:: Source data ::

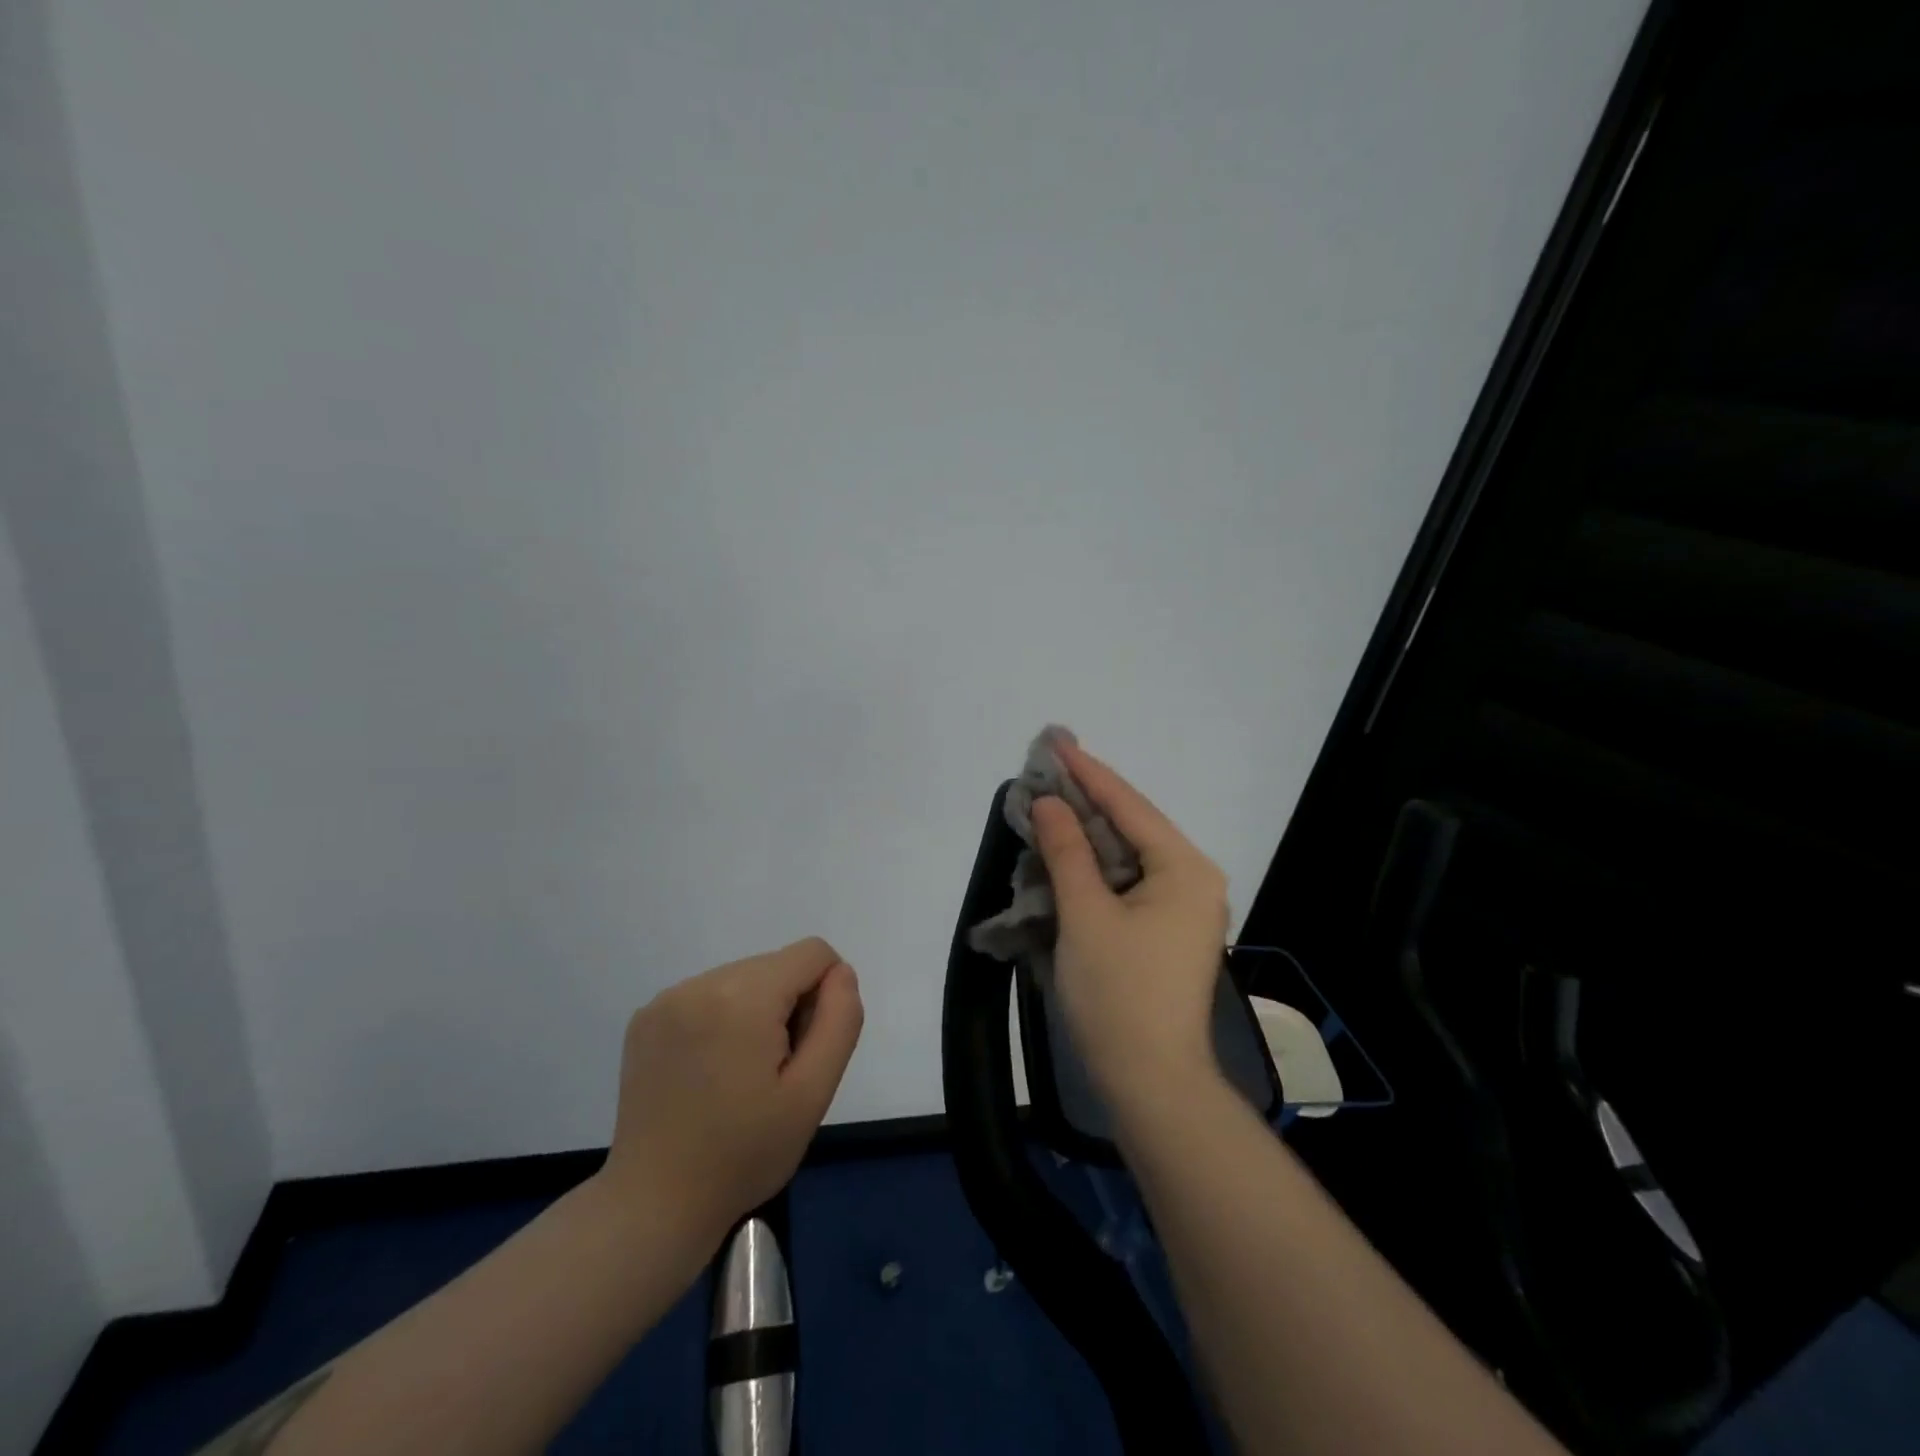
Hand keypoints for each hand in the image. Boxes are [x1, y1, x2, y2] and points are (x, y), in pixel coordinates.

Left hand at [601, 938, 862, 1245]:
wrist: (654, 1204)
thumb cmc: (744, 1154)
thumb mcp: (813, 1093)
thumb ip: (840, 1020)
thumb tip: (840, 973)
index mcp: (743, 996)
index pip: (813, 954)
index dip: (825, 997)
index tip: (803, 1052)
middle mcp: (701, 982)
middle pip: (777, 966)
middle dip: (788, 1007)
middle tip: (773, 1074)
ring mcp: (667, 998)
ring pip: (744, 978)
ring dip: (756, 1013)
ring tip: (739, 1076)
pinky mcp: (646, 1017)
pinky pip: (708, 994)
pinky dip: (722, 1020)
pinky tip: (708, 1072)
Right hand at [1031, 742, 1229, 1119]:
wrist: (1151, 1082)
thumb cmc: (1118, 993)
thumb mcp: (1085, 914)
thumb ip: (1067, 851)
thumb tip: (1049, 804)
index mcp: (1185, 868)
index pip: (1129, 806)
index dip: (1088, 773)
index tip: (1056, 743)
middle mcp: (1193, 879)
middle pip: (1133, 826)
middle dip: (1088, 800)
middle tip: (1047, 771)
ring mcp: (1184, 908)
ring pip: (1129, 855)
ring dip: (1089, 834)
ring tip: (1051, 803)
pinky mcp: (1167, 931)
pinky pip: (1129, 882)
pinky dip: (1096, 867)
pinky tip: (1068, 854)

:::

Required action:
Write down exactly the line with "thumb ip: (1067, 851)", then each line after it through the end of the data.

Exercise response:
thumb ip: (1067, 851)
thumb tip: (1049, 804)
index mcp: (1185, 868)
index pip: (1129, 806)
index dip: (1088, 773)
index tip: (1056, 743)
middle mcp: (1193, 879)
middle pip: (1133, 826)
middle dip: (1088, 800)
middle tip: (1047, 771)
ring mcp: (1184, 908)
ring pip: (1129, 855)
ring dip: (1089, 834)
ring tip: (1051, 803)
pinky mcp: (1167, 931)
pinky pip: (1129, 882)
pinky dip: (1096, 867)
pinky tip: (1068, 854)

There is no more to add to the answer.